*WHAT THE TASK REQUIRES:* In the entries below, find every line with "Left" and copy it.

*Entries taken from a collection:*
·····
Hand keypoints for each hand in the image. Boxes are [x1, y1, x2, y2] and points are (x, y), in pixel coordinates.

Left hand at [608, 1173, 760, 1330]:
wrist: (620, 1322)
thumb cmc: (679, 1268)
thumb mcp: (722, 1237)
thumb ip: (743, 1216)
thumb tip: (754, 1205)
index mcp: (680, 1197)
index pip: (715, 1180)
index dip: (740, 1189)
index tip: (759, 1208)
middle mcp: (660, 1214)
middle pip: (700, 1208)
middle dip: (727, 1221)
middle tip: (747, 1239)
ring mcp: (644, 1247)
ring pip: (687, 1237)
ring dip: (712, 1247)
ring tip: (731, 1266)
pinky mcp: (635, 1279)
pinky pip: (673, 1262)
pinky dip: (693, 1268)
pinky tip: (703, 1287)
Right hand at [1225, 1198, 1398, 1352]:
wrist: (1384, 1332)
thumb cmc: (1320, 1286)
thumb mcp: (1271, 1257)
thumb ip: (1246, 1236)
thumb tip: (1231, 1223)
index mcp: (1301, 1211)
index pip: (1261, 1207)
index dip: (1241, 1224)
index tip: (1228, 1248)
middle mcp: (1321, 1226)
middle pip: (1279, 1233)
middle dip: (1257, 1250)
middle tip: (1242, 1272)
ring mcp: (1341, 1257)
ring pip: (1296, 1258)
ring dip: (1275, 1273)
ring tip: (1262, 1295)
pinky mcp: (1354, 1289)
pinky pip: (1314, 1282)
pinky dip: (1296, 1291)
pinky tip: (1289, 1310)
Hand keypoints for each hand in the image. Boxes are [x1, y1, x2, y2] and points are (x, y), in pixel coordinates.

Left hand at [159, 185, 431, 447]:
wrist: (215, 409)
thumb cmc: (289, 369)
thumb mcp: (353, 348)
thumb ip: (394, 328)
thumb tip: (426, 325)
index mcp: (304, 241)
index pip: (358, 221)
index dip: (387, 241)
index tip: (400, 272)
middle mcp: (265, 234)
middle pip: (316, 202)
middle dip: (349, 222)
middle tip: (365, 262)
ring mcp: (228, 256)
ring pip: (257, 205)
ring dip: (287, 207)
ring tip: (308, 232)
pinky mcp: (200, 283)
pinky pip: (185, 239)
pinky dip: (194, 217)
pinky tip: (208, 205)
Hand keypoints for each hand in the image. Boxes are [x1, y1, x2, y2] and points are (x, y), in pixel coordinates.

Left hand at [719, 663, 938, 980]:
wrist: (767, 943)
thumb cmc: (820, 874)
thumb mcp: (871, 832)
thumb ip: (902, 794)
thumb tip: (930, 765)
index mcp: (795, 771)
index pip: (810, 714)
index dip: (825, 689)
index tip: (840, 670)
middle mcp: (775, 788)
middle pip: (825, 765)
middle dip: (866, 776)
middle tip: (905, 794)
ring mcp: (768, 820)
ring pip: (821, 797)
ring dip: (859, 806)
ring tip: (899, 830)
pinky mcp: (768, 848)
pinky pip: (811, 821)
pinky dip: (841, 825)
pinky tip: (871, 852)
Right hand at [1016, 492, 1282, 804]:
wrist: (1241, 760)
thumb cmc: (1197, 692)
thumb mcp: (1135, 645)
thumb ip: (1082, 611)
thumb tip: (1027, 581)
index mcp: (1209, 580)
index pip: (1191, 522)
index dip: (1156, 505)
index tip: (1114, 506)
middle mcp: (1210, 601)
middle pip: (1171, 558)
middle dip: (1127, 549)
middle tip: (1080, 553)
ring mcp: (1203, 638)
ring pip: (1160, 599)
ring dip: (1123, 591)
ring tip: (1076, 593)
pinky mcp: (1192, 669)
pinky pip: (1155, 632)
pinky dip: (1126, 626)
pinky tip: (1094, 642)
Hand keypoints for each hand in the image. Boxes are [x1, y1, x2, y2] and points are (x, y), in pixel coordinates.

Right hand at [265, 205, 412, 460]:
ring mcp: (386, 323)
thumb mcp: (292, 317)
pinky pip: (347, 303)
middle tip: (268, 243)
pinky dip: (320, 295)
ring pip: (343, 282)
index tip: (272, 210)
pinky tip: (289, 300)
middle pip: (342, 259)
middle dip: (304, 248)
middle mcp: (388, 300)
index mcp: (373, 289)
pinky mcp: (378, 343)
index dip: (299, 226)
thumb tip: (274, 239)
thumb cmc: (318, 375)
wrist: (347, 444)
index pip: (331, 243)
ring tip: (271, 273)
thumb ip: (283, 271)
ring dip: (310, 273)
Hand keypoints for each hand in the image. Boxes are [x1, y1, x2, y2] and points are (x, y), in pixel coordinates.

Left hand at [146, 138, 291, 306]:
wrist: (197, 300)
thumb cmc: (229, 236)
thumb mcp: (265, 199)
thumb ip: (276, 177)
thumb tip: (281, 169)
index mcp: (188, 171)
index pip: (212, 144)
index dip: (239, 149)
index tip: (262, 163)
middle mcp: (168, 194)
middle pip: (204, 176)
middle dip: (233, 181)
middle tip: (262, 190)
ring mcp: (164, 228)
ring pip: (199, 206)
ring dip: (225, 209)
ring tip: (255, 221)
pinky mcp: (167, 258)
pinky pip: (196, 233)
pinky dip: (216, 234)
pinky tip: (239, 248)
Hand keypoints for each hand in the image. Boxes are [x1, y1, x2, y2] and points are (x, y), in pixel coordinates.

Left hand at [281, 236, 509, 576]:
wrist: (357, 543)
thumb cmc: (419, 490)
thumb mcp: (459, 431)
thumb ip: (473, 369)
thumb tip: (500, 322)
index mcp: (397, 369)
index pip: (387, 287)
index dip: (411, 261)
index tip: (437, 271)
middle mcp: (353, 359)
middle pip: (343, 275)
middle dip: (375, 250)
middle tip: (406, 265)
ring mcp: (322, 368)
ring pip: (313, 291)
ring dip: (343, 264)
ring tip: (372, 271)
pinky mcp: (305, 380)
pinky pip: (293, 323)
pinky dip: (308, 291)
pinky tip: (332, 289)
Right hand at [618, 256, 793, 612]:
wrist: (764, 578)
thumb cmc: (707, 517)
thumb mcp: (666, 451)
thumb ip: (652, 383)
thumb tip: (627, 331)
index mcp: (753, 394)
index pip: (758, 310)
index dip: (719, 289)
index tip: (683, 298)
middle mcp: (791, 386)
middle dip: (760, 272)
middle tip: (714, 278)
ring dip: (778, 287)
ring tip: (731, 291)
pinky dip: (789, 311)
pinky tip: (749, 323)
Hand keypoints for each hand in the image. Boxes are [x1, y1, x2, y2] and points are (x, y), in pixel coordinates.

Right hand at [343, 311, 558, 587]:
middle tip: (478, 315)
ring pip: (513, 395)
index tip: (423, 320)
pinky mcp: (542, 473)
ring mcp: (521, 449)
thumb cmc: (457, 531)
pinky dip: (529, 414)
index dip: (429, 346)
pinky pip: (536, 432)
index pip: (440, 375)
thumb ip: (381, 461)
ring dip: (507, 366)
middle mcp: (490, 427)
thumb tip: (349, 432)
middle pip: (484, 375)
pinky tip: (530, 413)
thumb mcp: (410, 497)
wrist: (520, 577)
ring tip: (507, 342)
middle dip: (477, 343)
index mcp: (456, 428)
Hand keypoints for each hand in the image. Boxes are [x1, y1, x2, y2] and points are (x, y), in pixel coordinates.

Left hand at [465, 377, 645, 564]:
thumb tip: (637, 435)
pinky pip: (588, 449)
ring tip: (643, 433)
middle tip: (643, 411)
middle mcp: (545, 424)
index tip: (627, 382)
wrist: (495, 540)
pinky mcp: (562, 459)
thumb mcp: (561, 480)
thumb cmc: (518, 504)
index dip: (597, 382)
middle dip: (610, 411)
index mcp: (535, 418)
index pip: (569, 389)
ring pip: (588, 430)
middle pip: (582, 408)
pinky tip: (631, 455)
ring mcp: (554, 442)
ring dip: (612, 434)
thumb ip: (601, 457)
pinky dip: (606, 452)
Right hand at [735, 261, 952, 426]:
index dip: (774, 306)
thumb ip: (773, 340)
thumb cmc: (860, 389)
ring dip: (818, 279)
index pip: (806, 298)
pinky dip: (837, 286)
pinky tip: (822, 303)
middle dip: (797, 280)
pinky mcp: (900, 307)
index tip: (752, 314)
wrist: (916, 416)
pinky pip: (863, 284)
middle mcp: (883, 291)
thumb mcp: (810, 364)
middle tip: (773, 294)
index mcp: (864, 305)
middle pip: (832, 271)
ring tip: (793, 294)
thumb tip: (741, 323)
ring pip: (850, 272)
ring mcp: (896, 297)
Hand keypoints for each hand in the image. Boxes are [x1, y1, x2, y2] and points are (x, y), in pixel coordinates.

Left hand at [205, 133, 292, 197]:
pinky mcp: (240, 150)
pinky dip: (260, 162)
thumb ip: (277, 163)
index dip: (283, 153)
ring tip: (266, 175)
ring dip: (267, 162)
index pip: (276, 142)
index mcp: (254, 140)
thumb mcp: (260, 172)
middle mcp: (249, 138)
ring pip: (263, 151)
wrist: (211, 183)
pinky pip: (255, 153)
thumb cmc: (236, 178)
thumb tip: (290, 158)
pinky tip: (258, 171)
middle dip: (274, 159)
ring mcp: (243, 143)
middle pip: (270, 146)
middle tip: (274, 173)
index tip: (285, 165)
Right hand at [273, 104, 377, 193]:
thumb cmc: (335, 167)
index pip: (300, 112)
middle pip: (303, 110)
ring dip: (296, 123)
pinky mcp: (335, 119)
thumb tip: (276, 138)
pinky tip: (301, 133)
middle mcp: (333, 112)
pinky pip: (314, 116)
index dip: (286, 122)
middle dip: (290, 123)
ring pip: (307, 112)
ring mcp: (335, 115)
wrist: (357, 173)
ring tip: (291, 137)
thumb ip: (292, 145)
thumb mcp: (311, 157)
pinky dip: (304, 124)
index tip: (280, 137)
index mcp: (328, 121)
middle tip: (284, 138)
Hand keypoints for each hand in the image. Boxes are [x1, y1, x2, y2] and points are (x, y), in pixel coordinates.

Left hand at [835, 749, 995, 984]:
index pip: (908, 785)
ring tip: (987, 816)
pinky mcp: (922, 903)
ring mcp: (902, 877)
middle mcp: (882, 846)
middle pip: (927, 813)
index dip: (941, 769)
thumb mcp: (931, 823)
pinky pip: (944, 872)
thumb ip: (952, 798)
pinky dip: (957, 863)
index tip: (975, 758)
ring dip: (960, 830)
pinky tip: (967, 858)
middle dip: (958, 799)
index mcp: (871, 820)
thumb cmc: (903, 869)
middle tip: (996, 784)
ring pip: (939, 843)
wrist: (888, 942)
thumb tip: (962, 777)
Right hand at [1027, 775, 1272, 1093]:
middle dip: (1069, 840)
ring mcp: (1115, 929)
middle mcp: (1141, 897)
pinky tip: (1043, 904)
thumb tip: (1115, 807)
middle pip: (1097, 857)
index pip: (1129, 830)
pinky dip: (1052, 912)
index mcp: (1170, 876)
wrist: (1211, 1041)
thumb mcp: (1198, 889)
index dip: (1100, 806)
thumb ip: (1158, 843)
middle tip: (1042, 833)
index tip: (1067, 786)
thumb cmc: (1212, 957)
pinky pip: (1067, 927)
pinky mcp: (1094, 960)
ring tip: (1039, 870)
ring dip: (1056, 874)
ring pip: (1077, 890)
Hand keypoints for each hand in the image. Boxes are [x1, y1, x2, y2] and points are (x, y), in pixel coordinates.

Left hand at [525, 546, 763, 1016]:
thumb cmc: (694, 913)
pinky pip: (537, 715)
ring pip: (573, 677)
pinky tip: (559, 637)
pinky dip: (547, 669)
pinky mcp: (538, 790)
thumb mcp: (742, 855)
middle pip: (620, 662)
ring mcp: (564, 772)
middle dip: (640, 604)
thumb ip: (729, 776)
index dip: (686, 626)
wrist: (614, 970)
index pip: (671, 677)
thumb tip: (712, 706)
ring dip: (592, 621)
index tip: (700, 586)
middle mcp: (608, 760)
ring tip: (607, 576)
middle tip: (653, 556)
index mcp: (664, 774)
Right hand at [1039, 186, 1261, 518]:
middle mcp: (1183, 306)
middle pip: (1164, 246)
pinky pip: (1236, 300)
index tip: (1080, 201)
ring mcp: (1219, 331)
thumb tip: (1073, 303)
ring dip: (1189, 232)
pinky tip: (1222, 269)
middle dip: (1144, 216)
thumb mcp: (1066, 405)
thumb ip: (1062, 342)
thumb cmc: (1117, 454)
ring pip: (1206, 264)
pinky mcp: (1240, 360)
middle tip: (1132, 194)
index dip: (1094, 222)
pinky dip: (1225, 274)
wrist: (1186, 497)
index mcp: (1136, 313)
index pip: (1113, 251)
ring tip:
·····
*RESPONSE TO THE EXERCISE:*
Left hand at [608, 1173, 760, 1330]:
Left hand at [159, 185, 431, 447]:
Left hand at [719, 663, 938, 980]:
Left hand at [146, 138, 291, 306]:
Left hand at [281, 236, 509, 576]:
Left hand at [465, 377, 645, 564]:
Left hand at [205, 133, 292, 197]:
Left hand at [835, 749, 995, 984]:
Left hand at [525, 546, 763, 1016]:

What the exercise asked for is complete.